This was the part where he was supposed to do his bartender duty and ask about her troubles. It was the role people expected him to play, and usually he didn’t mind it. Enjoyed it, even. He’d grown up in this bar, and when the time had come for him to take over its day-to-day operations so his dad could retire, he’d been happy to do so. But right now, he could hear the distant strains of the Gorgons, the town’s women’s choir. They usually walked in front of the king-and-queen float.
Which meant she was coming.
Law’s customer performed an overly loud sigh that was meant to be another cue. Instead of asking her what was up, he wondered if another free drink could convince her to watch the bar in his absence.
But no. He couldn’t. Lawson’s Lager House had been founded by his grandfather in 1943 and had been a town institution ever since. It had almost closed in the recession of the early 1990s, but his parents had pulled it back from the brink. It was his family’s legacy, in other words, and you didn’t just leave your family legacy unattended so you could go watch a parade.
Anyway, it wasn’t like he didn’t know exactly how it would go. The Gorgons would be singing something from the Spice Girls, and the same old float would come rolling down Main Street hitched to Art Ramsey’s pickup. Then the band, which would be waiting at the end of the route, would back up the Gorgons for “Kiss the Girl” from The Little Mermaid, which was the big finale.

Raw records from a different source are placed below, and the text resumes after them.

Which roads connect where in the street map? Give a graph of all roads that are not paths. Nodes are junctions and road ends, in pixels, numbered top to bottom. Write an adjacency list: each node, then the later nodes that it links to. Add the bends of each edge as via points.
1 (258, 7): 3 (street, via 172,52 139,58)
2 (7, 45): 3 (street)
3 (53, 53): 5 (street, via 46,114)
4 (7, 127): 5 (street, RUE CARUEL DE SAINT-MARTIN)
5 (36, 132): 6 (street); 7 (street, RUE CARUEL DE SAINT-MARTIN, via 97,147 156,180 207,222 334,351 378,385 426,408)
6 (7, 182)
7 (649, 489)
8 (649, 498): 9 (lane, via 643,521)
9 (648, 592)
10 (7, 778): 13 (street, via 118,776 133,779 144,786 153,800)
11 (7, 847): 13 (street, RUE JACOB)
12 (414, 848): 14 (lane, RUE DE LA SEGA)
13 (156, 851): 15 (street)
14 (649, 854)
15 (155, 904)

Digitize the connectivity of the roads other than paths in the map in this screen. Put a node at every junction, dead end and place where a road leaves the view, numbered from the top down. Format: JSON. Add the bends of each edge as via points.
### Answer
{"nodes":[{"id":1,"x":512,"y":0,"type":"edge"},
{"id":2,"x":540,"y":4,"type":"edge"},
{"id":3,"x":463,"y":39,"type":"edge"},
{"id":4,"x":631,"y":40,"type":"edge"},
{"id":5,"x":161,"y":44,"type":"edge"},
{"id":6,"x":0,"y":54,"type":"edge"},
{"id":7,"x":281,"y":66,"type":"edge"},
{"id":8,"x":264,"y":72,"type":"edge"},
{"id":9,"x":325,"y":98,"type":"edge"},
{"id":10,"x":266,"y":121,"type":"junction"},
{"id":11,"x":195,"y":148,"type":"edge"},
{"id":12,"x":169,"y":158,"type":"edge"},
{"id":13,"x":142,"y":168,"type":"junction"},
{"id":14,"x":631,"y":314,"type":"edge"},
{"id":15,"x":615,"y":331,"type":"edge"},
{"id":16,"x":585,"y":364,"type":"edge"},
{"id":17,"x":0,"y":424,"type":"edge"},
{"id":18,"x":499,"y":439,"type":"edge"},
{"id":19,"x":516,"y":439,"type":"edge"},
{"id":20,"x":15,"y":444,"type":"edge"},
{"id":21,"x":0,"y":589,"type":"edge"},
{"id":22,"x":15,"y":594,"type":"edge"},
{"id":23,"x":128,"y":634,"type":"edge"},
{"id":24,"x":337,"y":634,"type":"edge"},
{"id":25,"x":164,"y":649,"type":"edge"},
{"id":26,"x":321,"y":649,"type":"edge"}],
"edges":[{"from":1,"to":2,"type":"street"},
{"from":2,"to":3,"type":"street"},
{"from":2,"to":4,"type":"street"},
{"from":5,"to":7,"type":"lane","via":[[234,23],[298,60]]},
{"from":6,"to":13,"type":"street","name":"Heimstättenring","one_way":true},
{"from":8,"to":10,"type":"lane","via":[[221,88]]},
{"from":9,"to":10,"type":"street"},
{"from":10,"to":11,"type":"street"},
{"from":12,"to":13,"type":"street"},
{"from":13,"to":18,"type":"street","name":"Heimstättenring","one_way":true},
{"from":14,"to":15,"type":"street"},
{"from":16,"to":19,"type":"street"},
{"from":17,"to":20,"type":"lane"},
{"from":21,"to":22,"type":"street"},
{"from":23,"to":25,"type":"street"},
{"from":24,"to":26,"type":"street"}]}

There would be no actual kissing of the girl, though, because the king was usually Karl, who had four decades on his queen. But also because the queen would be scowling, lips pursed in displeasure. He grinned just thinking about it.
Although the king this year was Jordan Riley.
Did that mean there might actually be kissing? A ceremonial kiss? Law vaguely remembered one year, long before the Maya Dynasty, when Allison Andersen and Charles Braithwaite had been king and queen and had shocked everyone by laughingly kissing—but, like, a real, drawn-out kiss—at the end of the song. And hadn’t they gone on to date for a while? Allison was married to someone else now, but Law kind of thought so.
The carbonation in his veins was becoming unendurable. He had to get out there. Ms. Extra Lemon it was. You tended bar enough years, you became a decent judge of character. He’d come back and listen to her talk about her problems for as long as she liked. “Listen. I’m wondering if you can do me a—”
The bells on the door jingled. Ah! Saved by the only townsperson who wouldn’t be at the parade. “Jake!”
His friend paused in the doorway. Yeah, that greeting had probably sounded way too enthusiastic, given that they saw each other all the time.
He tried again without the exclamation mark. “Jake. What are you doing here?” The town curmudgeon usually spent festival days holed up in his cottage in Paradise Cove.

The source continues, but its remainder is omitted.